A fork from https://github.com/algorithmicgovernance/TentNetFA
This project processes high-resolution Planet satellite images of the Gaza Strip in combination with historic tent locations identified by Forensic Architecture — a multidisciplinary research group based at Goldsmiths, University of London.
The goal of this work is to develop a convolutional neural network (CNN) that can predict, at the pixel level, the locations of tents in the Gaza Strip from satellite imagery. These predictions use Gaussian densities to create highly granular maps of displacement patterns over time.
This automated detection supports population nowcasting in the Gaza strip in collaboration with the United Nations, Acted, IMPACT, and other partners integrating privacy-preserving telecommunications data and other geospatial data sources related to real-time population movements (see Gaza NowPop).

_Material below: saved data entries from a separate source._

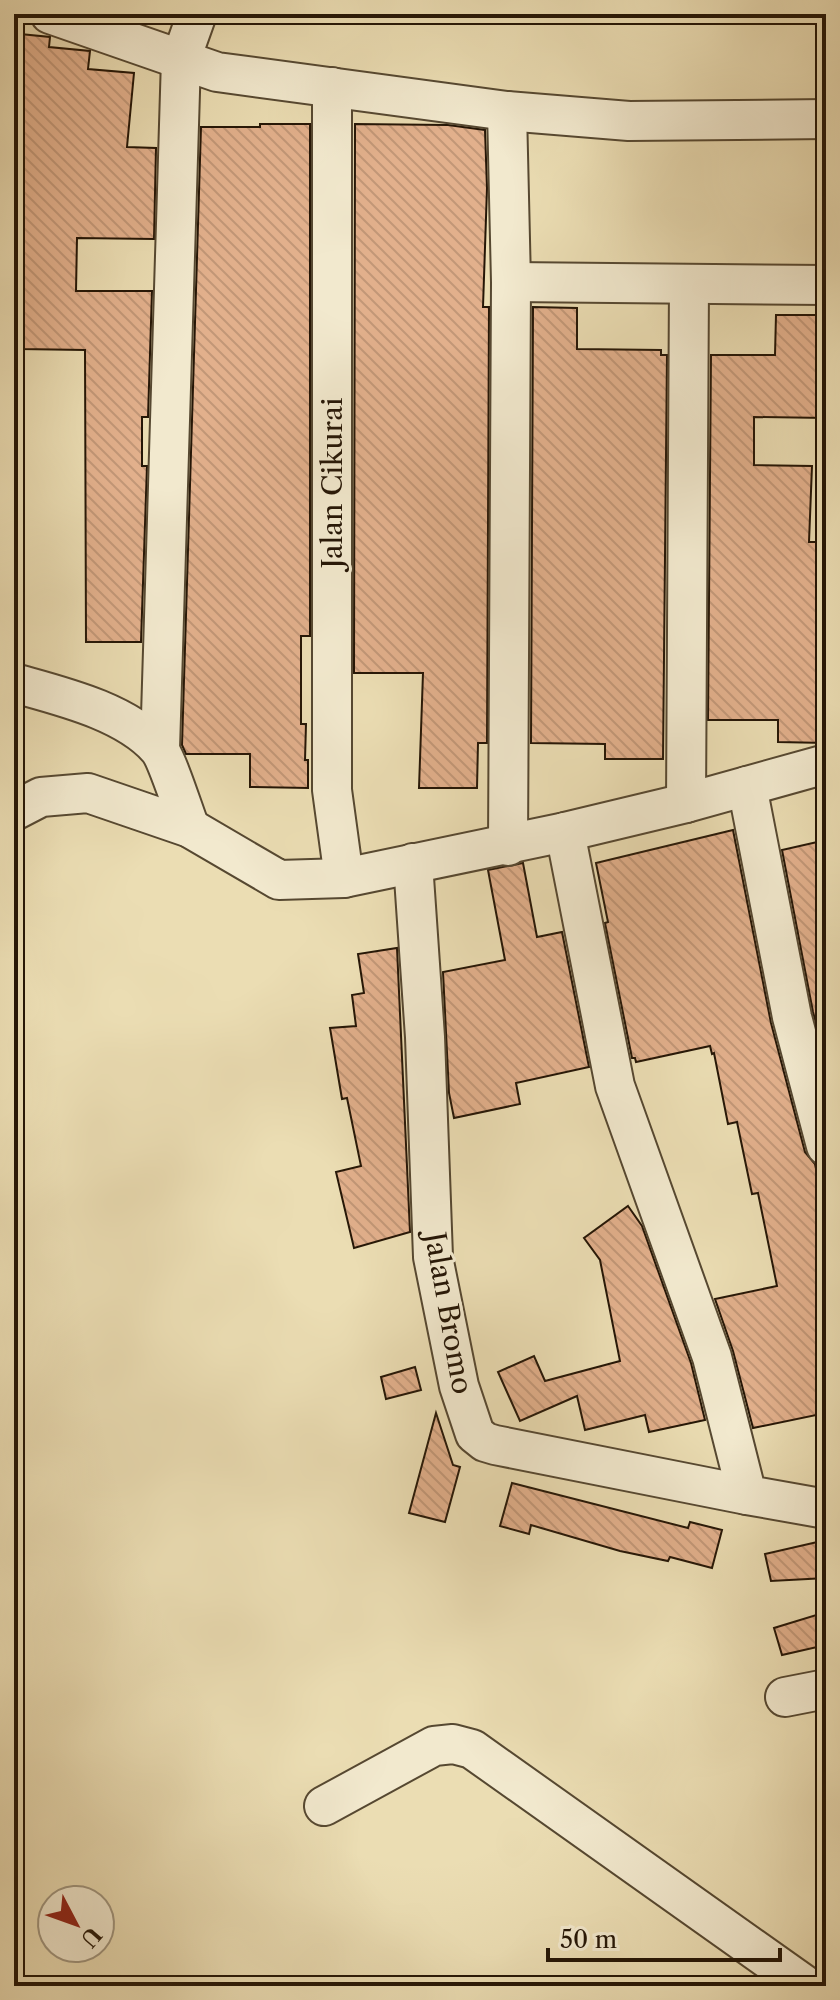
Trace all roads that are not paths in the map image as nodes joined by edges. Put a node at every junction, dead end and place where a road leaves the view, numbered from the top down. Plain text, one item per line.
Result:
1 (50, 14) edge
2 (197, 14) edge
3 (181, 59) junction
4 (332, 87) junction
5 (507, 111) junction
6 (826, 119) edge
7 (511, 282) junction
8 (689, 285) junction
9 (826, 285) edge
10 (14, 683) edge
11 (160, 749) junction
12 (826, 764) edge
13 (747, 786) junction
14 (686, 803) junction
15 (14, 811) edge
16 (190, 828) junction
17 (565, 832) junction
18 (508, 846) junction
19 (413, 863) junction
20 (344, 878) junction
21 (826, 1146) edge
22 (747, 1495) junction
23 (826, 1509) edge
24 (826, 1689) edge
25 (785, 1697) dead end
26 (324, 1806) dead end
27 (806, 1986) edge

1 - 3 street
2 - 3 street
3 - 4 street
3 - 11 street
4 - 5 street
4 - 20 street, Jalan Cikurai
5 - 6 street
5 - 7 street
7 - 8 street
7 - 18 street
8 - 9 street
8 - 14 street
10 - 11 street
11 - 16 street
12 - 13 street
13 - 14 street
13 - 21 street
14 - 17 street
15 - 16 street
16 - 20 street
17 - 18 street
17 - 22 street
18 - 19 street
19 - 20 street
19 - 22 street, Jalan Bromo
22 - 23 street, Jalan Bromo
24 - 25 street
26 - 27 street

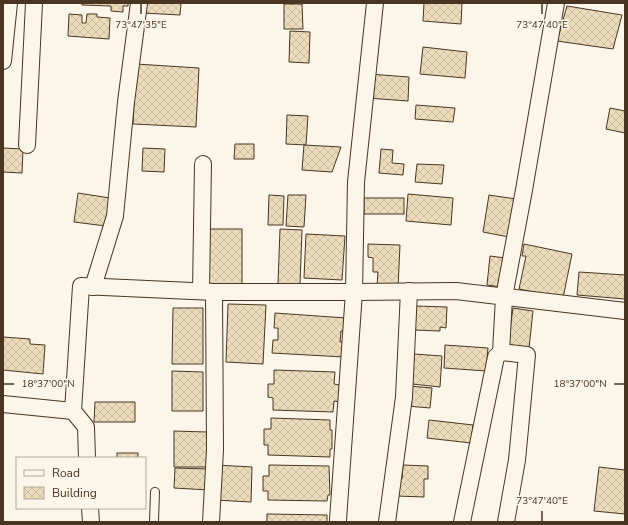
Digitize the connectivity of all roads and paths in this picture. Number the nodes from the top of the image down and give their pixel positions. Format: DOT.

- Data Ingestion: Processes Planet GeoTIFF satellite images and GeoJSON files containing labeled tent locations.
- Data Processing:
- Scans satellite imagery based on geographic coordinates to extract image tiles.
- Generates paired datasets of image patches and corresponding label masks indicating tent locations.
- Creates HDF5 datasets for efficient handling during training.
- Model Training: Trains a custom CNN (
SimpleCNN) for pixel-wise semantic segmentation to predict tent presence as a density map. - Prediction & Evaluation:
- Generates GeoJSON point clouds of predicted tent locations from new satellite imagery.
- Includes tools for evaluating prediction accuracy against ground truth data and for performing spatial validation analysis.
This project uses Poetry for dependency management. Ensure you have Python 3.10+ installed.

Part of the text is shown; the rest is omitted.